He had always cherished their mornings together. Though he’d encouraged her to go out of state to college, though he’d told her she ought to try dorm life and get a taste of independence, he had in fact been almost painfully relieved when she’d chosen a university close enough that she could continue to live at home. Which, he knew very well, she had done for his sake. He had meant to make her get an apartment once she’d been accepted into graduate school—make her spread her wings, since she was born to fly.
And now they were here, instead.
When midwinter arrived, would Tenai want to return to ... he couldn’t quite help but think the real world. Or would she remain here? He had a hard time imagining her leaving this world, now that he’d had a chance to see her fitting herself back into it. She had so obviously come home.
Maybe the king, what was his name, Mitereh something, maybe he would force Tenai to leave again. Maybe he wouldn’t want to wait till midwinter. Maybe he’d be willing to start a war to force her out of this world, even if she wasn’t.

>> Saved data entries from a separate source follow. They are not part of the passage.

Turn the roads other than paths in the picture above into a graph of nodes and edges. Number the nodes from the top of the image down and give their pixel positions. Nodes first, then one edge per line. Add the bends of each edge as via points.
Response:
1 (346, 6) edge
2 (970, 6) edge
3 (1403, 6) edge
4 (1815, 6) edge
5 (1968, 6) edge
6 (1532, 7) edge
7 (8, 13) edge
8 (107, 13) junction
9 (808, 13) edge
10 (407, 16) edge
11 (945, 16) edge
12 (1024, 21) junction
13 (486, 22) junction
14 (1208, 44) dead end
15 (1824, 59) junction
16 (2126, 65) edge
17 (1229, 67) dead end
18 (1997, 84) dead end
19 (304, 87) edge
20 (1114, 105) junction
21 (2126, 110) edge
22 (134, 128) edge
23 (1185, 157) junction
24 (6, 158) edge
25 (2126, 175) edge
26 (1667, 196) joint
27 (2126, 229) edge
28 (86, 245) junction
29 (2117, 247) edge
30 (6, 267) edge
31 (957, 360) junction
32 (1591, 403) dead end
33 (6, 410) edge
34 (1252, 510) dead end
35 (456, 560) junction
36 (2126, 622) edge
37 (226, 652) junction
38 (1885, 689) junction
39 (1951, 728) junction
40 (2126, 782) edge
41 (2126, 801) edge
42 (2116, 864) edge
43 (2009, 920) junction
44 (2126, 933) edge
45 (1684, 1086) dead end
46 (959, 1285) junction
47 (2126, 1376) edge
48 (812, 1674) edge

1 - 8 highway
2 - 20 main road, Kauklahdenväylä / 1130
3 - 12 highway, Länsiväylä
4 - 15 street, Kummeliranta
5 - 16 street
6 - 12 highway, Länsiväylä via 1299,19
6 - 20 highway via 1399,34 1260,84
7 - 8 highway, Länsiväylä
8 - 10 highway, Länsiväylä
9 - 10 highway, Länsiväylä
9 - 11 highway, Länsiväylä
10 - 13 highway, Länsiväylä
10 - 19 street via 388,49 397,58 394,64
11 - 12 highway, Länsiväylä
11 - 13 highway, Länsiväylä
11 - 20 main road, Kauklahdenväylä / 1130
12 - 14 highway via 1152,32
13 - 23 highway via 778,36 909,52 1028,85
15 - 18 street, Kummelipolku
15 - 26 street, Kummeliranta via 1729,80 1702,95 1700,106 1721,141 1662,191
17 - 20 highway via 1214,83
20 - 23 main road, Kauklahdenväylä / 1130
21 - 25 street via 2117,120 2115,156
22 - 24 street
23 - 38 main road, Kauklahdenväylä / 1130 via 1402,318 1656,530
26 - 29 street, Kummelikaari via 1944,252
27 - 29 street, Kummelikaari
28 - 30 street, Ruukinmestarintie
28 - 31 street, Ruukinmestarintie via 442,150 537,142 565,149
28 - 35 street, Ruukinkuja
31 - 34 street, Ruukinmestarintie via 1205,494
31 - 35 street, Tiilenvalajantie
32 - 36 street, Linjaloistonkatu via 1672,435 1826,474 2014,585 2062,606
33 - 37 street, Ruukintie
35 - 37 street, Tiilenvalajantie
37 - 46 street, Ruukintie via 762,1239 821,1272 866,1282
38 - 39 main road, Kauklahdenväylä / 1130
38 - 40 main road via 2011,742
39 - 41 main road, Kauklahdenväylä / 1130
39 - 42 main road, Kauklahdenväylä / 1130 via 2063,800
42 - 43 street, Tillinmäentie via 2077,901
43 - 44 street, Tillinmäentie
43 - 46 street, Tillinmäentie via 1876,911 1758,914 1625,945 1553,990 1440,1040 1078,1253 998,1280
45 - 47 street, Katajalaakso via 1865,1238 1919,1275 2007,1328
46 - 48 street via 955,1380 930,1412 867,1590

Probably Daniel could borrow a whole lot of trouble if he tried. That did not actually seem a useful exercise.
If Tenai did want to return along with Daniel and Jenna, or decided she had to return ... hmm. Explanations of what had happened might be tricky. Maybe they could tell something of the truth. An enemy of Tenai’s had tracked her down and ... and what? Daniel—or more likely Jenna—would need to think of a brilliant bit of fiction.
He gazed over the edge of the balcony to the village below Tenai’s manor. The neat fields stretched out beyond the village, with darker woodlands beyond. The whole scene looked very ... quaint, he supposed. Not quite real. Rather like a painted backdrop. It had felt much more real when he’d been riding through it for day after day.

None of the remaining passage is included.